CAPITOLO 3
"Ahi!"
"Shh! Fa silenzio!"
"Mi hai pestato un piede, Leo!"
"Ho detto shh!"
Era già notte fonda. Dissi ai miei che andavo a dormire, ma in realtà stavo dietro un edificio nel centro di Middleforest ad osservare la scena del crimine, da lontano. E anche da questa distanza sentivo i brividi scorrermi per la schiena, come se qualcuno mi stesse facendo scivolare cubetti di ghiaccio giù per la spina dorsale.
"E lì come ci entriamo?" chiesi. "Ci sono poliziotti ovunque!"
"Che domande! Ci intrufoliamo!" bisbigliò Leo.
"Ma se ci vede qualcuno siamo morti!"
"Non succederà, credi in me!"
"Certo, ci crederei se solo non fossi tu a dirmelo!"
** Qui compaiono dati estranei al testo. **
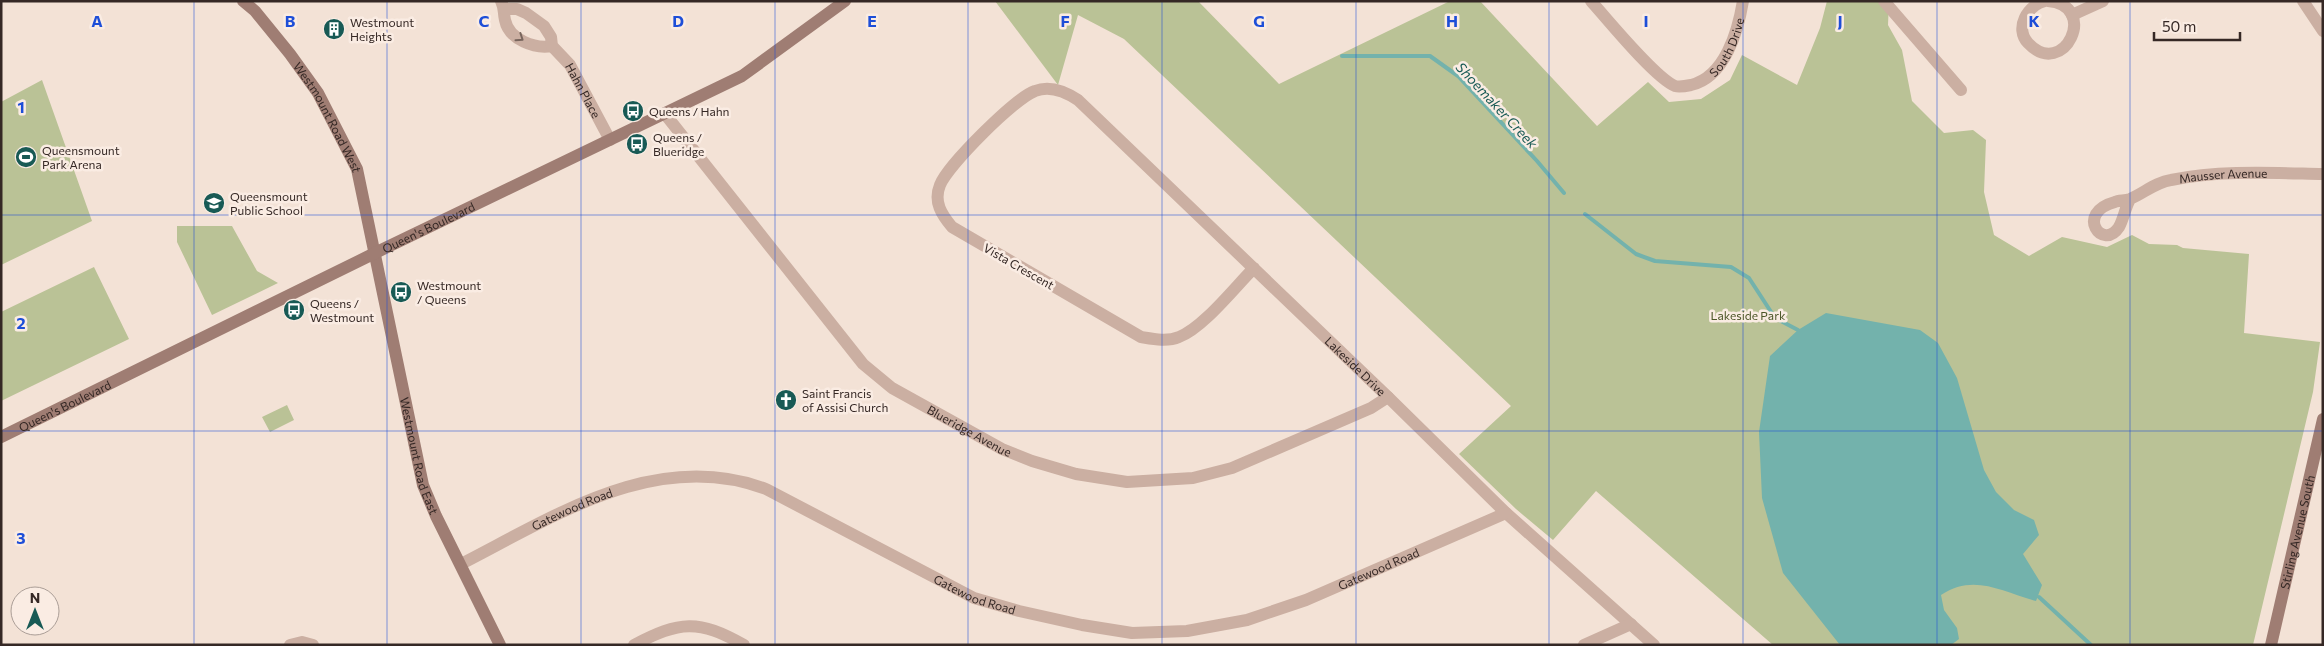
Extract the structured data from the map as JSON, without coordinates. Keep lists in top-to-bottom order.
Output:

Poi Leo, con scatto furtivo, saltò in un vicolo. Correndo nell'ombra riuscimmo ad aggirare l'edificio nel quale avevano ucciso i cinque poveri ragazzi. La porta del retro era bloccata.
"Cavolo!" dissi. "Beh, adesso cosa facciamo?" Guardai Leo. Sperai si decidesse di tornare a casa: quasi sentivo il mio letto chiamarmi!
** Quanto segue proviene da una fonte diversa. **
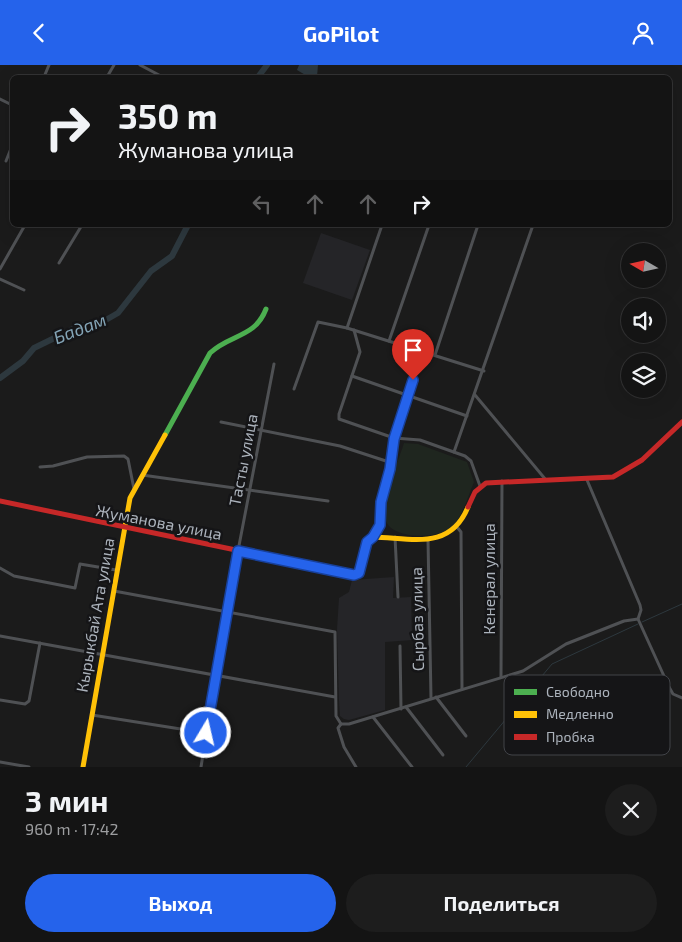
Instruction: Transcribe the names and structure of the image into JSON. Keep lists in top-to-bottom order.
{
  "streets": {
    "street": [
      "Тасты улица",
      "Жуманова улица",
      "Кенерал улица",
      "Кырыкбай Ата улица",
      "Сырбаз улица"
    ]
  },
  "crossings": [
    ["Тасты улица", "Жуманова улица"],
    ["Жуманова улица", "Кырыкбай Ата улица"]
  ],
  "water": ["Бадам"],
  "legend": ["Свободно", "Медленно", "Пробка"],
  "north": "left",
  "page": {
    "header": "GoPilot",
    "turn": ["350 m", "Жуманова улица"],
    "heading": ["3 мин", "960 m · 17:42"],
    "buttons": ["Выход", "Поделиться"]
  }
}
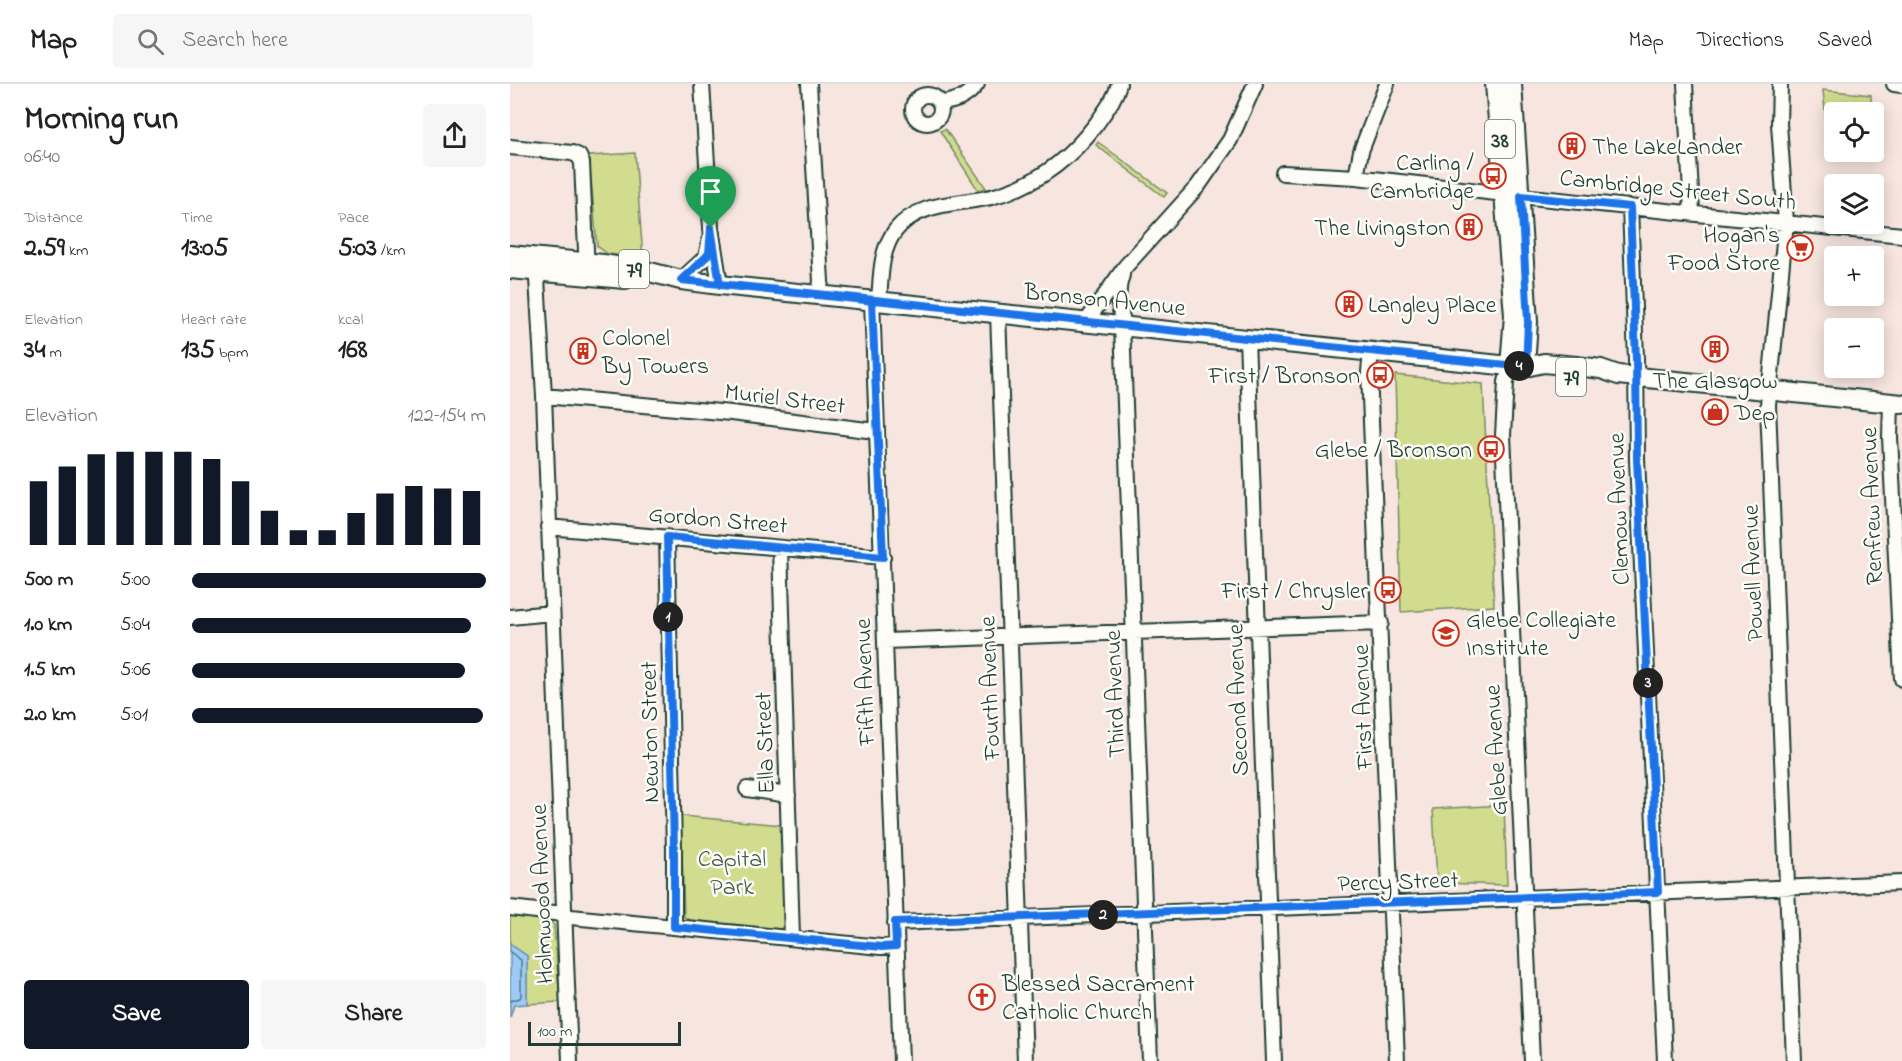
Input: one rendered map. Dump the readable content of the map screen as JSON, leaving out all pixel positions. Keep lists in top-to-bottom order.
{
  "streets": {
    "main road": ["38", "79", "Bronson Avenue"],
    "street": [
      "Cambridge Street South",
      "Muriel Street",
      "Renfrew Avenue",
      "Clemow Avenue",
      "Gordon Street",
      "Powell Avenue",
      "Fifth Avenue",
      "Fourth Avenue",
      "Third Avenue",
      "Second Avenue",
      "First Avenue",
      "Newton Street",
      "Ella Street",
      "Glebe Avenue",
      "Percy Street",
      "Holmwood Avenue"
    ]
  },
  "crossings": [
    ["38", "Cambridge Street South"],
    ["38", "Bronson Avenue"],
    ["38", "Glebe Avenue"],
    ["Cambridge Street South", "Clemow Avenue"],
    ["Cambridge Street South", "Powell Avenue"],
    ["Bronson Avenue", "Renfrew Avenue"],
    ["Bronson Avenue", "Clemow Avenue"],
    ["Bronson Avenue", "Powell Avenue"],
    ["Bronson Avenue", "Fifth Avenue"],
    ["Bronson Avenue", "Fourth Avenue"],
    ["Bronson Avenue", "Third Avenue"],
    ["Bronson Avenue", "Second Avenue"],
    ["Bronson Avenue", "First Avenue"],
    ["Bronson Avenue", "Glebe Avenue"],
    ["Bronson Avenue", "Holmwood Avenue"],
    ["Muriel Street", "Fifth Avenue"],
    ["Muriel Street", "Holmwood Avenue"],
    ["Clemow Avenue", "Percy Street"],
    ["Gordon Street", "Fifth Avenue"],
    ["Gordon Street", "Newton Street"],
    ["Gordon Street", "Ella Street"],
    ["Gordon Street", "Holmwood Avenue"],
    ["Powell Avenue", "Percy Street"],
    ["Fifth Avenue", "Percy Street"],
    ["Fourth Avenue", "Percy Street"],
    ["Third Avenue", "Percy Street"],
    ["Second Avenue", "Percy Street"],
    ["First Avenue", "Percy Street"],
    ["Glebe Avenue", "Percy Street"]
  ],
  "parks": ["Capital Park"],
  "places": {
    "building": [
      "The LakeLander",
      "The Livingston",
      "Langley Place",
      "The Glasgow",
      "Colonel By Towers"
    ],
    "bus stop": [
      "Carling / Cambridge",
      "First / Bronson",
      "Glebe / Bronson",
      "First / Chrysler"
    ],
    "supermarket": ["Hogan's Food Store"],
    "shop": ["Dep"],
    "school or university": ["Glebe Collegiate Institute"],
    "church": ["Blessed Sacrament Catholic Church"]
  },
  "scale_bar": "100 m",
  "page": {
    "header": "Map",
    "search": "Search here",
    "nav": ["Map", "Directions", "Saved"],
    "heading": ["Morning run", "06:40"],
    "map_buttons": ["+", "−"],
    "stats": [
      ["Distance", "2.59 km"],
      ["Time", "13:05"],
      ["Pace", "5:03 /km"],
      ["Elevation", "34 m"],
      ["Heart rate", "135 bpm"],
      ["kcal", "168"]
    ],
    "pins": [
      "4",
      "1",
      "3",
      "2"
    ],
    "chart": ["Elevation", "122–154 m"],
    "list": [
      {
        "name": "500 m",
        "note": "5:00"
      },
      {
        "name": "1.0 km",
        "note": "5:04"
      },
      {
        "name": "1.5 km",
        "note": "5:06"
      },
      {
        "name": "2.0 km",
        "note": "5:01"
      }
    ],
    "buttons": ["Save", "Share"],
    "scale": "100 m"
  }
}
"Scassiniamo una finestra, che domande!" disse contento e, mettendosi i guanti, forzò la finestrella vicino alla porta. "Ecco!"
"Come hai fatto?" Strizzai gli occhi e lo guardai scioccato.
"Ringrazia le serie tv. L'ho visto fare lì."
"Tu sei pazzo!" gli dissi, mentre stava entrando nell'edificio. "Non so nemmeno perché ti ho ascoltato e sono venuto qui!" Lo seguii, brontolando.
Ringraziando il cielo, nei paraggi non c'era nessun poliziotto. Ce n'erano tre fuori, vicino alle volanti, ma non si avvicinarono più di tanto all'edificio. Forse gli investigatori hanno ordinato di non avvicinarsi alla scena del crimine.
Arrivammo ad una porta segnata da dei nastri gialli con delle scritte nere KEEP OUT e CRIME SCENE.
"Vieni!" mi incitò Leo, scavalcando un nastro. "Passami la torcia. E mettiti i guanti!"
"Sì, sì." Lo seguii. Scavalcando il nastro, le mie narici furono invase da una puzza di sangue insopportabile. "Bleah!"
Leo illuminò la stanza. "Wow, guarda che schifo!" Iniziò a saltellare per la stanza, cercando di non pestare il sangue, ormai secco, appiccicato sul pavimento.
"Non fare idiozie, Leo! E cerca di non cancellare le tracce!" Parlavo con una voce strana perché mi tenevo forte il naso per non odorare quell'insopportabile puzza.
"Si, si, mr. antipatico! Rilassati, dai, che vuoi che succeda?"
Entrai anch'io. Vedere tutto questo sangue mi faceva ruotare lo stomaco. Guardai Leo. Si stava avvicinando allo specchio, appeso sopra il lavandino, quando ad un tratto ci passò sopra con un dito dopo aver passato due interi minuti a studiarlo.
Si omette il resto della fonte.